戦争の記憶を継ぐ:バターン死の行進から80年以上、生存者家族の語り video poster
第二次世界大戦中の1942年、フィリピン・バターン半島で降伏した米国とフィリピンの兵士・捕虜7万人以上が、日本軍の管理下で過酷な移動を強いられました。いわゆる「バターン死の行進」です。80年以上が経過した2026年5月の現在も、その記憶と向き合う人々がいます。生存者の家族たちは、何を、どのように語り継ごうとしているのでしょうか。
歴史の一章としての「バターン死の行進」
1942年4月、日本軍の攻撃によりバターン半島が陥落した後、捕虜となった連合軍兵士たちは、戦闘や病気で疲弊した状態で、約100キロに及ぶ行進を強いられました。その過程で、多くの命が失われました。これは第二次世界大戦の歴史において、しばしば言及される出来事の一つです。
生存者家族の声:記憶を伝えるということ
戦争の直接の体験者である生存者の数は、年月と共に減り続けています。現在、歴史を伝える重要な担い手となっているのは、その家族たちです。CGTNのグレッチェン・マララド記者は、生存者の親族へのインタビューを通じて、捕虜生活や行進の過酷さについて、家族の視点から記録を残す試みを報じました。
家族たちは、当時の苦難を単なる「悲惨な物語」としてではなく、戦争がもたらす人間の極限状態や、犠牲の歴史を考えるための「記憶の手がかり」として捉えているようです。ある親族は、「祖父は細かいことはあまり話さなかったが、生き延びたこと、そして共にいた人々を忘れないことの重要性を感じていた」と語っています。
「過去」と「現在」を結ぶもの
大戦終結から80年以上が経ち、世界は大きく様変わりしました。しかし、歴史的事実とその記憶は、現代を生きる私たちに何を問いかけているのでしょうか。戦争の傷跡を直接知る世代から、記録や語りを通じて間接的に知る世代へ——記憶の継承の形そのものが、変わりつつあります。

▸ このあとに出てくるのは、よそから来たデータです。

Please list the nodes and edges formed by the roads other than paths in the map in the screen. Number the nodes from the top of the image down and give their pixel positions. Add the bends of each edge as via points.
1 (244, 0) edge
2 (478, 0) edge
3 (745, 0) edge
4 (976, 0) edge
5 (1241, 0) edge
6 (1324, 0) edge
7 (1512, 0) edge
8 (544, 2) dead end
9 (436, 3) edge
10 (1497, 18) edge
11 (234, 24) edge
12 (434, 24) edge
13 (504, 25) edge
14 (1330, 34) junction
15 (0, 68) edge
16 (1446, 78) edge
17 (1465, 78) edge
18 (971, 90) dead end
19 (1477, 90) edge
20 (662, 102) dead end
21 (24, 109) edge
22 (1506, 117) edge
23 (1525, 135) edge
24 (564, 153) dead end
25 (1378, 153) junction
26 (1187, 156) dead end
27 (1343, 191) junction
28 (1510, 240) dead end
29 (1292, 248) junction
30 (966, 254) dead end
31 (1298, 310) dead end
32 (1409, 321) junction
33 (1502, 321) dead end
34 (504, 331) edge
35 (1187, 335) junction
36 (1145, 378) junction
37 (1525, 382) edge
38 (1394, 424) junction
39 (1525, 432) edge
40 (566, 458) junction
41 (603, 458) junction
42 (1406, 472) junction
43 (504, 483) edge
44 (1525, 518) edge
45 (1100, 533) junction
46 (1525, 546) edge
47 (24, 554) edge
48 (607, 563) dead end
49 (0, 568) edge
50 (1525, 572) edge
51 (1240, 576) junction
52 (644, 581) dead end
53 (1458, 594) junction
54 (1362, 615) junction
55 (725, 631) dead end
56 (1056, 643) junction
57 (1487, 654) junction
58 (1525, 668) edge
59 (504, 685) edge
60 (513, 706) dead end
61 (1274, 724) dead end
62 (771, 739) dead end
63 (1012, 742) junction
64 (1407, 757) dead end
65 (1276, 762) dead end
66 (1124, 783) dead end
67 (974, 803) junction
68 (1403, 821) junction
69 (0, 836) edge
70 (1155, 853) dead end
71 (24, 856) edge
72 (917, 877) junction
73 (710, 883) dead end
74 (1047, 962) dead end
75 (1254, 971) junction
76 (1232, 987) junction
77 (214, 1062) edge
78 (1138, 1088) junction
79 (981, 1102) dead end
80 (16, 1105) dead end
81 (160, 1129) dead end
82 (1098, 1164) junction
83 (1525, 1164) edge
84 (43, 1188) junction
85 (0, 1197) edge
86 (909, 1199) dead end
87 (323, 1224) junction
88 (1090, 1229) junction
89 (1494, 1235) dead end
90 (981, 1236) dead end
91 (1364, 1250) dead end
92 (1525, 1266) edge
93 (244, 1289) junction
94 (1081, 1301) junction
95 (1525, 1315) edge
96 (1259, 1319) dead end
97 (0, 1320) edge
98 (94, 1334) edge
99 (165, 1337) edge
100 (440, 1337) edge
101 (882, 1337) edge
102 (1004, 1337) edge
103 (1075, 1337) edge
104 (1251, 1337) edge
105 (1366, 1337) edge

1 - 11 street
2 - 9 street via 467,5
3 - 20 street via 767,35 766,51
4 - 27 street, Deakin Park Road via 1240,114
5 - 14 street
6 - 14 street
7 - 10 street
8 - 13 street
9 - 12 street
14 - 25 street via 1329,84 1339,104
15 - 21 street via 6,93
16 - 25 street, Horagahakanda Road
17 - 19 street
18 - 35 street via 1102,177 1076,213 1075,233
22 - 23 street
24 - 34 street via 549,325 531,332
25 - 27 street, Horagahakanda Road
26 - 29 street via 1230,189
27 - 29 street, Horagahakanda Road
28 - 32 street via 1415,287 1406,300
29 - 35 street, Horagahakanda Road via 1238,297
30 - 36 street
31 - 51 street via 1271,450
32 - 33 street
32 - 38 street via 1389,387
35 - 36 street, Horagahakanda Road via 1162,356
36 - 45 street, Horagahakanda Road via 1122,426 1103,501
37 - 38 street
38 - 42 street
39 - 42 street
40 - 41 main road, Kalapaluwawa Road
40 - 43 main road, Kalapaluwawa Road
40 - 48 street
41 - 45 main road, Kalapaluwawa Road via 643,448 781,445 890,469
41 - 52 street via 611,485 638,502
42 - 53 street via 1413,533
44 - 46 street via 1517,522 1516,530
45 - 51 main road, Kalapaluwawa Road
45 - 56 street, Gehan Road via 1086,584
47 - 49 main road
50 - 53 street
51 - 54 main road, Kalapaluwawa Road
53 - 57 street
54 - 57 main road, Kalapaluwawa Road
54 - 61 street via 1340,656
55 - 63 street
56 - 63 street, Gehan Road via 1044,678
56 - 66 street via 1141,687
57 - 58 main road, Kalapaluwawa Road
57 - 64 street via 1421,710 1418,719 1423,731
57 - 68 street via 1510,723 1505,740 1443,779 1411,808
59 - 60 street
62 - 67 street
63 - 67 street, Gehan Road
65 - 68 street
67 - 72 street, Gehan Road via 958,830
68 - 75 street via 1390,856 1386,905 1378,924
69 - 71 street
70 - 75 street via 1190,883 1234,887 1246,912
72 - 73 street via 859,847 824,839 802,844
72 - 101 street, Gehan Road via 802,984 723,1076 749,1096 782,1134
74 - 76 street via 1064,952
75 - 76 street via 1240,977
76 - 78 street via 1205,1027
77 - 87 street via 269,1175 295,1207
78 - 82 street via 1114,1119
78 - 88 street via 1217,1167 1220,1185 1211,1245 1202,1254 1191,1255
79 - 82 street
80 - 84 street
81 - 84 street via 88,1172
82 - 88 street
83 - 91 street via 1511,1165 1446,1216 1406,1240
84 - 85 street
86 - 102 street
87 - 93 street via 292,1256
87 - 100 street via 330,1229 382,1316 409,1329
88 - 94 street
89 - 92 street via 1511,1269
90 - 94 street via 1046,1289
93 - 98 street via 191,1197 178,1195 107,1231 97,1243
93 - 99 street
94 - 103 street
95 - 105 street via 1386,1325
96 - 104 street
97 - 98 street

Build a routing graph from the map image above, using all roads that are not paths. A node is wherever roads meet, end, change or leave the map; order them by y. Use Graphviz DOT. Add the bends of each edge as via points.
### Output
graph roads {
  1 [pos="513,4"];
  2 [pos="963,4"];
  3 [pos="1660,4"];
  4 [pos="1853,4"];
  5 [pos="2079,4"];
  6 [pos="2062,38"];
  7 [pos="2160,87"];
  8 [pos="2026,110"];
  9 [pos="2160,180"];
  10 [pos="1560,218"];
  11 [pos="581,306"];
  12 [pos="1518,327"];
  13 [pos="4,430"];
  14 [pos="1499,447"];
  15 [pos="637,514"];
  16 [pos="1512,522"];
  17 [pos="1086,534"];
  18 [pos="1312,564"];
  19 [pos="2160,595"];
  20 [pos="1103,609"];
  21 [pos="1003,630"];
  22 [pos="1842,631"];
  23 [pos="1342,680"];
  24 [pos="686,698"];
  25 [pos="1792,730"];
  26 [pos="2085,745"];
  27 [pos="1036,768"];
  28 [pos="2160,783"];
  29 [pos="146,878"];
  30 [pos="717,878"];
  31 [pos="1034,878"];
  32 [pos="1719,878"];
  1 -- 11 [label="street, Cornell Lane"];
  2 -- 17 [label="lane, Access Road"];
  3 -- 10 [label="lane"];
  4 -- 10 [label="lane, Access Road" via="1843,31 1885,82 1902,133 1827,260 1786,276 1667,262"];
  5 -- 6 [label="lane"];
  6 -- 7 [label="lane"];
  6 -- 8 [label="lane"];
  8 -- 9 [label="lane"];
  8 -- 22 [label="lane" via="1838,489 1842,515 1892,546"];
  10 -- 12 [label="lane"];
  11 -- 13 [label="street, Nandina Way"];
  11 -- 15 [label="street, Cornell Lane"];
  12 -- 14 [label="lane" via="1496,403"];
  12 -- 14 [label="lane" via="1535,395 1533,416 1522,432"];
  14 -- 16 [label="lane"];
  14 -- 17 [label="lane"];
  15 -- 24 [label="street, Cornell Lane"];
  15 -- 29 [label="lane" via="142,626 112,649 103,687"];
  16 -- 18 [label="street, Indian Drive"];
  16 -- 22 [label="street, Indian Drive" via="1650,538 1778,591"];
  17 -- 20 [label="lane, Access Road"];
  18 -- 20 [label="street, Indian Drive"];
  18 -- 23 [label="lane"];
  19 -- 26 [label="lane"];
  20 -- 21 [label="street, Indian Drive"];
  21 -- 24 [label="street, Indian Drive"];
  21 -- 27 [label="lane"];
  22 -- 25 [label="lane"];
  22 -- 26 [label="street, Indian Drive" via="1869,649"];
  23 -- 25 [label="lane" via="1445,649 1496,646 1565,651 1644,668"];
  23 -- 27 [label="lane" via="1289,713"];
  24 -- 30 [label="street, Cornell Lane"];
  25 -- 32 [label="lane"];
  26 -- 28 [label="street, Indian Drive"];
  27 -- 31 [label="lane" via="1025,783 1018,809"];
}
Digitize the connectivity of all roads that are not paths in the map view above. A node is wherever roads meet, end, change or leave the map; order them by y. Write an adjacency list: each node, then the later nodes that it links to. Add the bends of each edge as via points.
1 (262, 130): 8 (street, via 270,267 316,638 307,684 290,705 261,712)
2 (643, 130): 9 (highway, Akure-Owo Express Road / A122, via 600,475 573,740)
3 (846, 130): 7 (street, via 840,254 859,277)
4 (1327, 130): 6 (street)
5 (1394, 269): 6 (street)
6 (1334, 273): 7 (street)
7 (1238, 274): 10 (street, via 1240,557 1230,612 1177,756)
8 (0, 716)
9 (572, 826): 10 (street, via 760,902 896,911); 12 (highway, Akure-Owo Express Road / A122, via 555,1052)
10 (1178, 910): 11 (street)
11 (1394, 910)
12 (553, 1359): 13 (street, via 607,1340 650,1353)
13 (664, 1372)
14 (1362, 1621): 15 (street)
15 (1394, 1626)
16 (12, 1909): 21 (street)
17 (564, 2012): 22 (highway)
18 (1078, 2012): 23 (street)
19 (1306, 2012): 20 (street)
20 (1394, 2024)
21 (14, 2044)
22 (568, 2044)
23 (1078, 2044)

今回の家族へのインタビュー報道は、国家や民族の大きな物語を超えた、個人や家族のレベルで戦争と向き合う営みに光を当てています。それは、同じアジア太平洋地域に住む私たちにとって、歴史の複雑さと、平和の意味を静かに考えるきっかけにもなるでしょう。
歴史を振り返ることは、単に過去を裁くためではなく、現在の人間の理解を深め、未来に対する洞察を得るための行為でもあります。バターンでの出来事から80年以上——その記憶は、今も人々の語りと記録の中に息づいています。